• [INSTRUCTIONS TO FOLLOW]: Produce an exact transcription of the listing below, omitting the pictures.

• [PROVIDED DATA]:
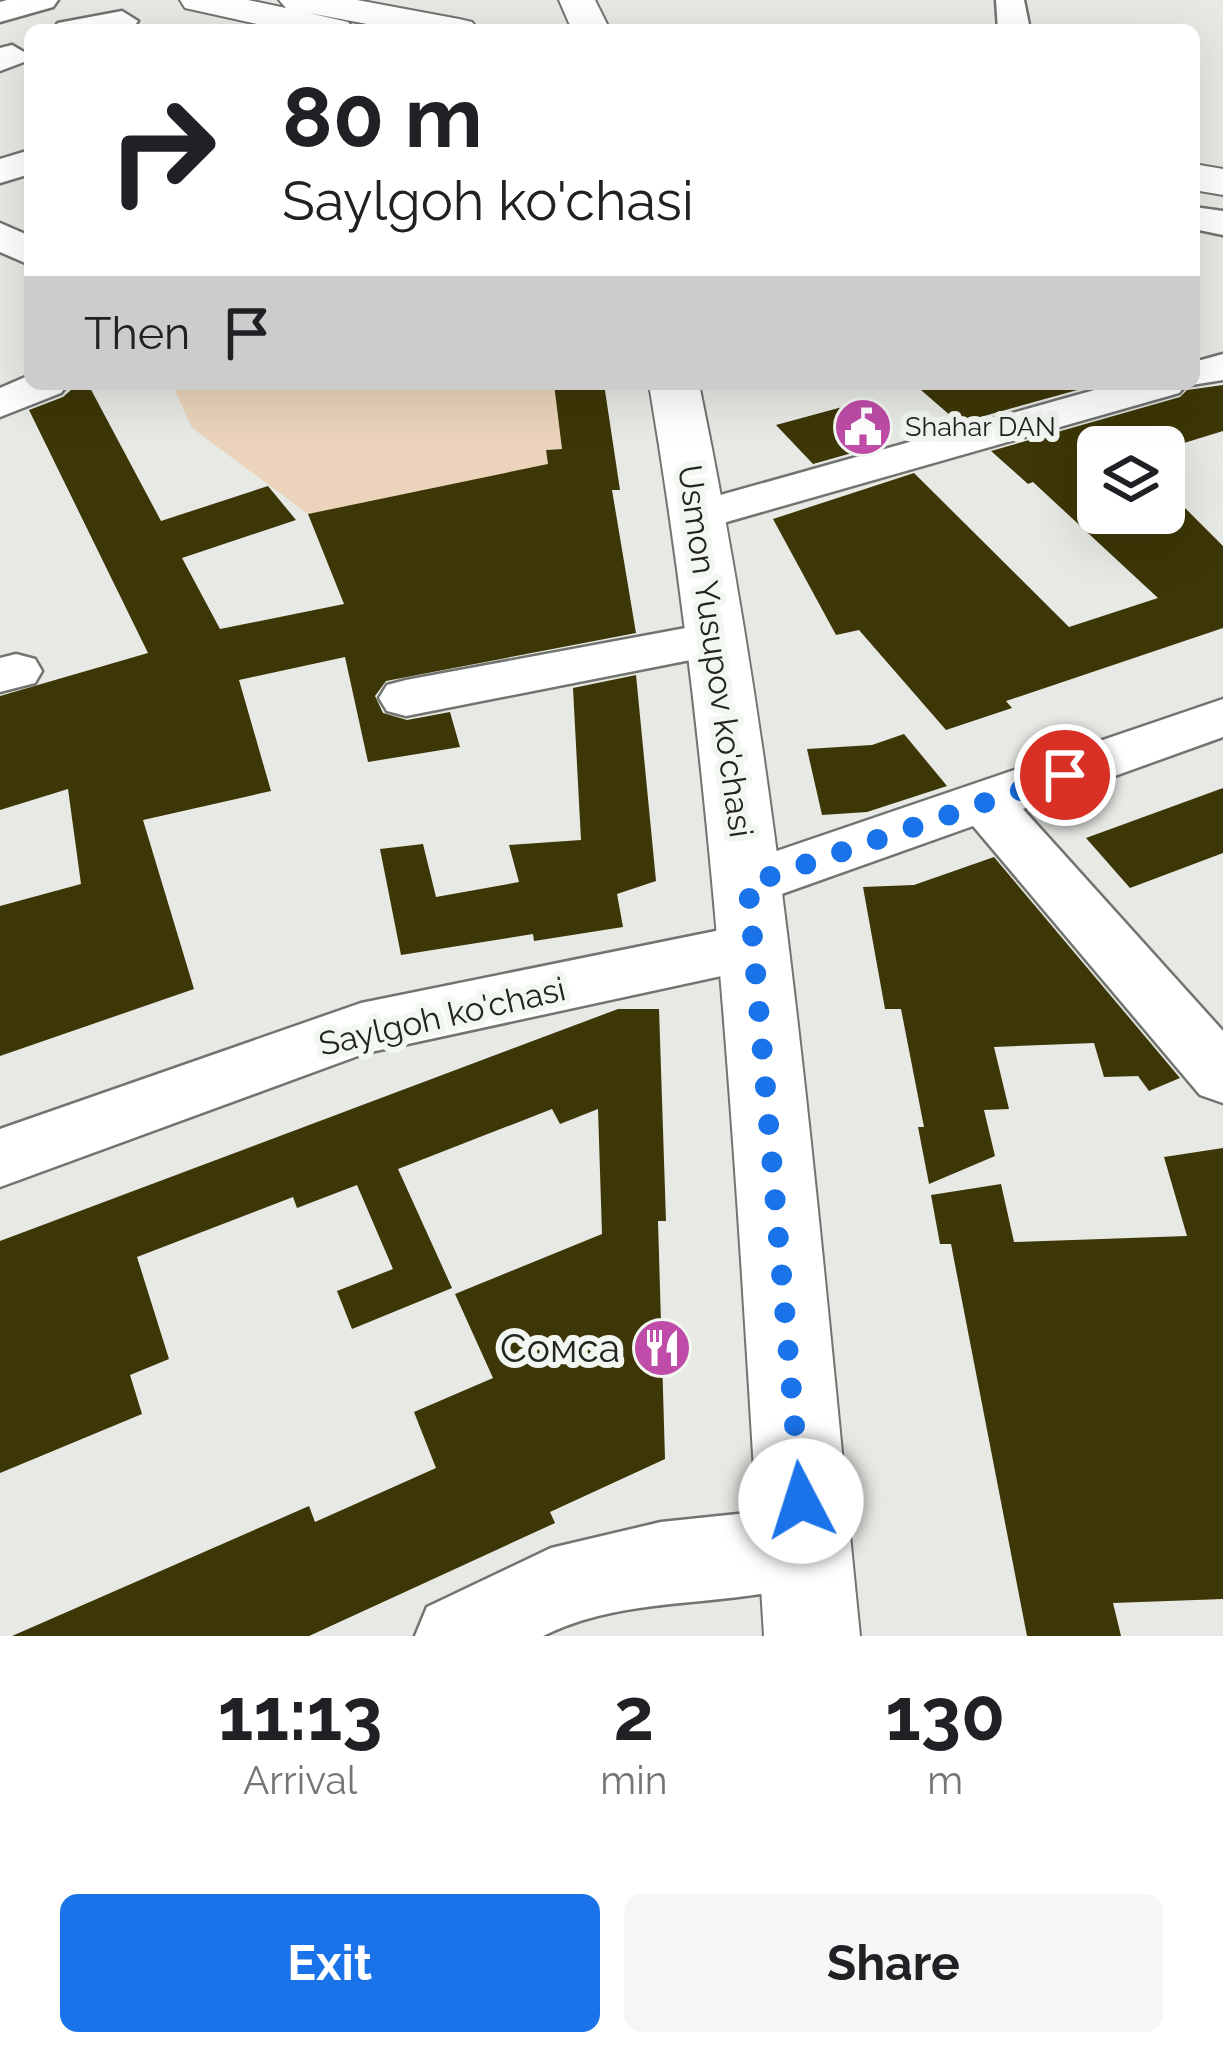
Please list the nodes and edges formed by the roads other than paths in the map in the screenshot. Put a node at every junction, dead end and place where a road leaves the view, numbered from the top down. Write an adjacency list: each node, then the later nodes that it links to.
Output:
1 (42, 0): 4 (street)
2 (198, 0): 5 (main road)
3 (297, 0): 6 (main road)
4 (0, 12)
5 (308, 24)
6 (426, 24)
7 (32, 390): 10 (street)
8 (675, 390): 11 (main road, Usmon Yusupov ko'chasi)
9 (1143, 390): 11 (street)
10 (0, 404)
11 (702, 515): 12 (main road, Usmon Yusupov ko'chasi)
12 (718, 639): 13 (street); 16 (main road, Usmon Yusupov ko'chasi)
13 (406, 698)
14 (1223, 717): 15 (street, Saylgoh ko'chasi)
15 (986, 803): 16 (street, Saylgoh ko'chasi); 17 (street)
16 (751, 916): 18 (street, Saylgoh ko'chasi); 19 (main road, Usmon Yusupov ko'chasi)
17 (1223, 1076)
18 (0, 1158)
19 (805, 1547): 20 (street); 21 (main road, Usmon Yusupov ko'chasi)
20 (456, 1636)
21 (812, 1636)

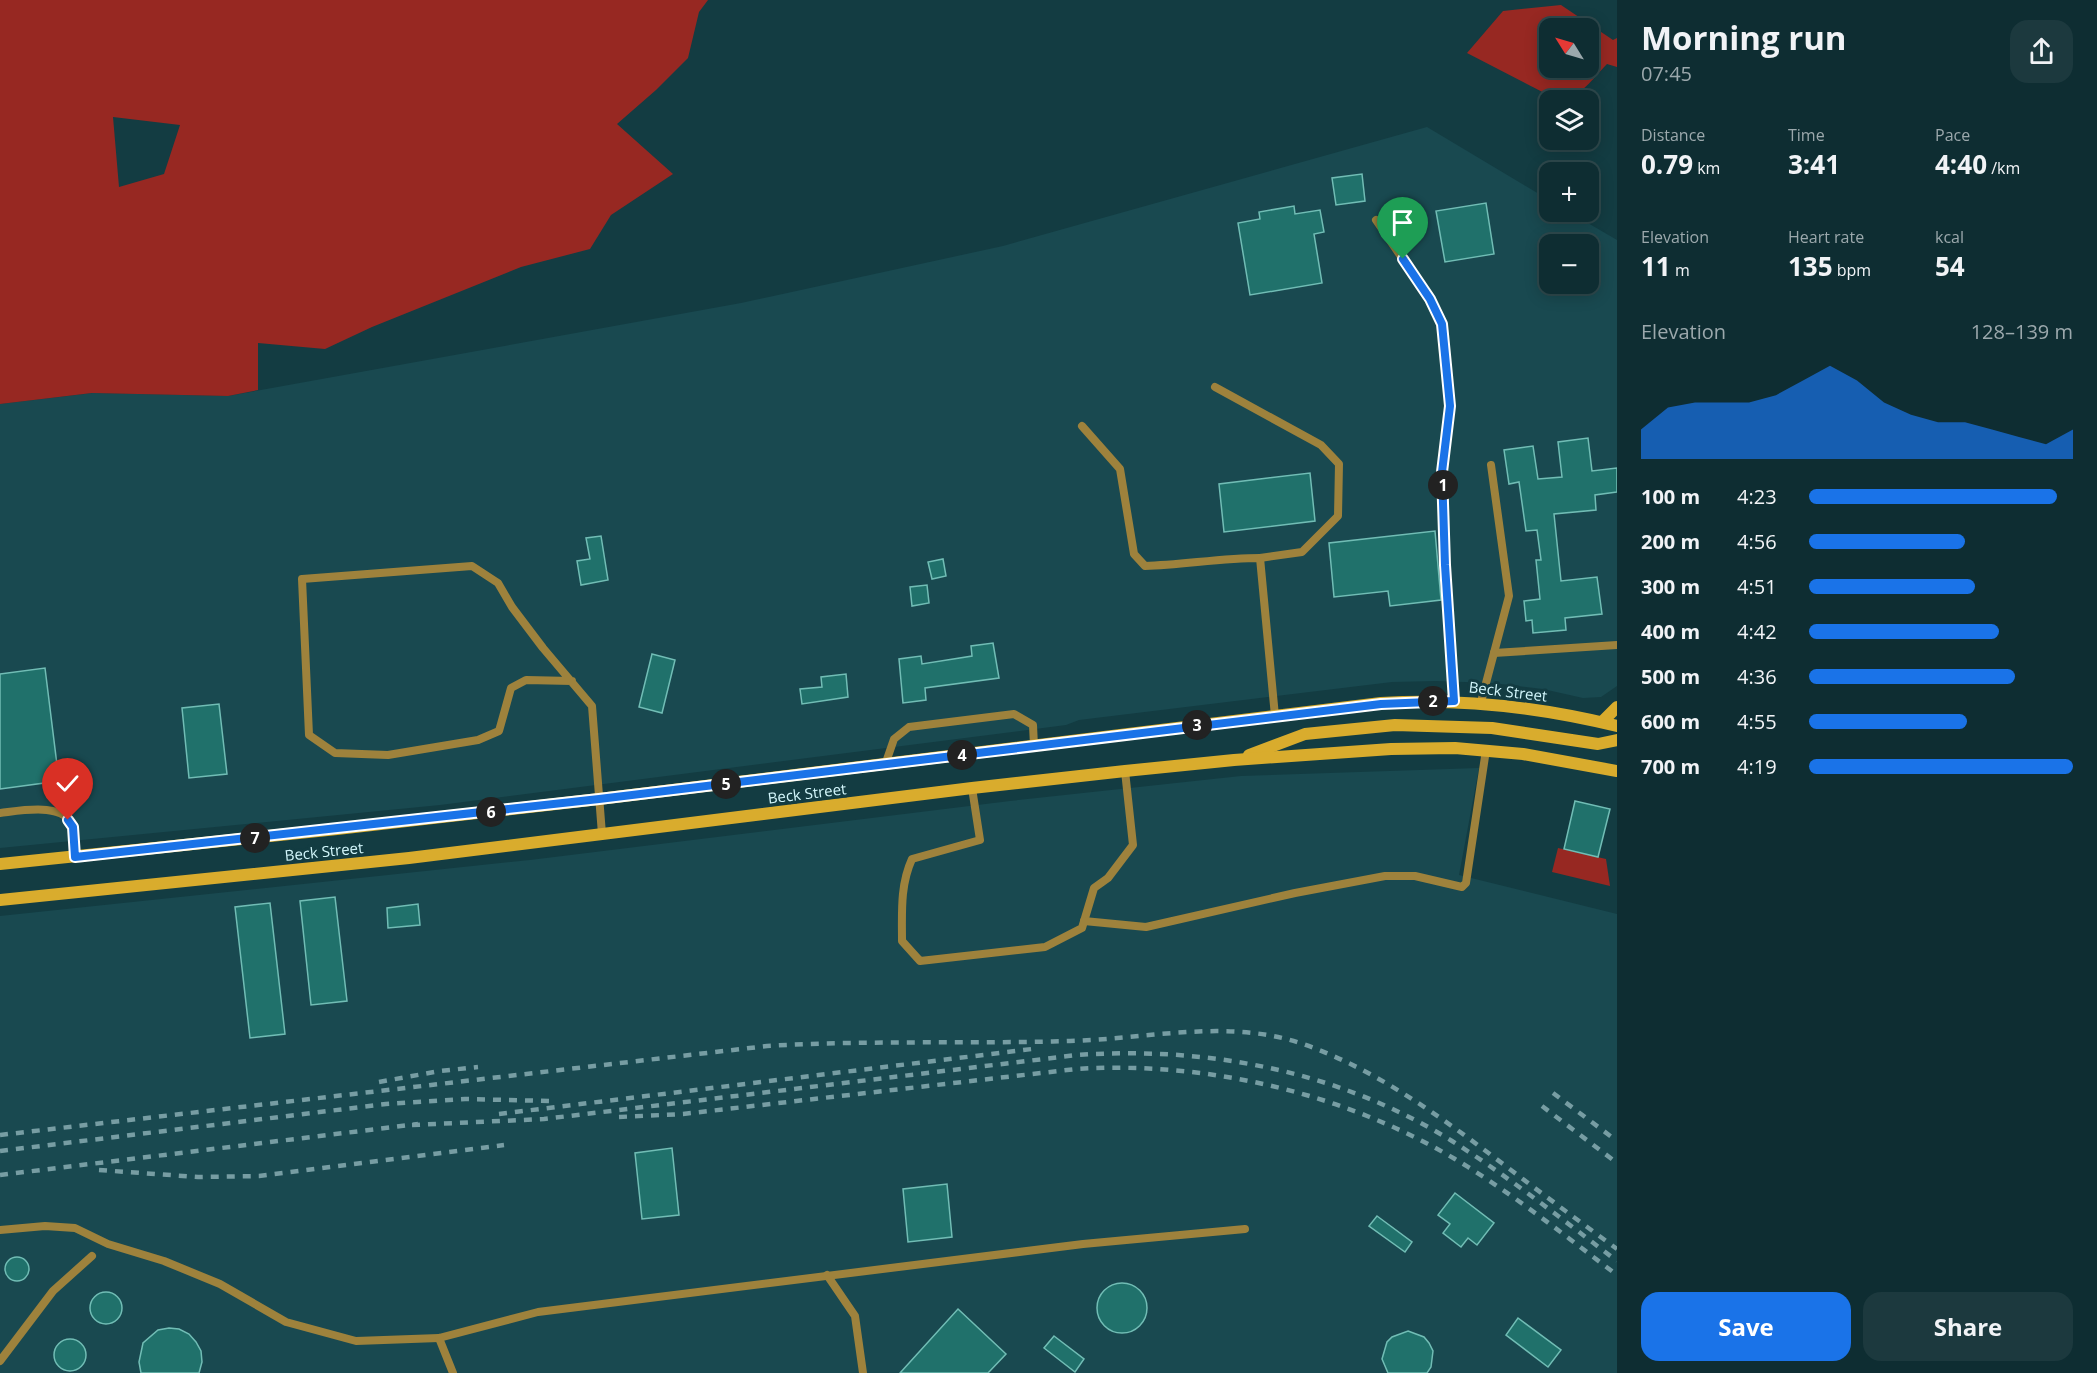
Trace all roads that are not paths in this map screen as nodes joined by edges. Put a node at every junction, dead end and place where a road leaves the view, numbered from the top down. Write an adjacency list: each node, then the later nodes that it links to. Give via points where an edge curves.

• [ANSWER SPACE]:
Please list the nodes and edges formed by the roads other than paths in the map in the screenshot. Put a node at every junction, dead end and place where a road leaves the view, numbered from the top down. Write an adjacency list: each node, then the later nodes that it links to.
Output:
1 (42, 0): 4 (street)
2 (198, 0): 5 (main road)
3 (297, 0): 6 (main road)
4 (0, 12)
5 (308, 24)
6 (426, 24)
7 (32, 390): 10 (street)
8 (675, 390): 11 (main road, Usmon Yusupov ko'chasi)
9 (1143, 390): 11 (street)
10 (0, 404)
11 (702, 515): 12 (main road, Usmon Yusupov ko'chasi)
12 (718, 639): 13 (street); 16 (main road, Usmon Yusupov ko'chasi)
13 (406, 698)
14 (1223, 717): 15 (street, Saylgoh ko'chasi)
15 (986, 803): 16 (street, Saylgoh ko'chasi); 17 (street)
16 (751, 916): 18 (street, Saylgoh ko'chasi); 19 (main road, Usmon Yusupov ko'chasi)
17 (1223, 1076)
18 (0, 1158)
19 (805, 1547): 20 (street); 21 (main road, Usmon Yusupov ko'chasi)
20 (456, 1636)
21 (812, 1636)

Trace all roads that are not paths in this map screen as nodes joined by edges. Put a node at every junction, dead end and place where a road leaves the view, numbered from the top down. Write an adjacency list: each node, then the later nodes that it links to. Give via points where an edge curves.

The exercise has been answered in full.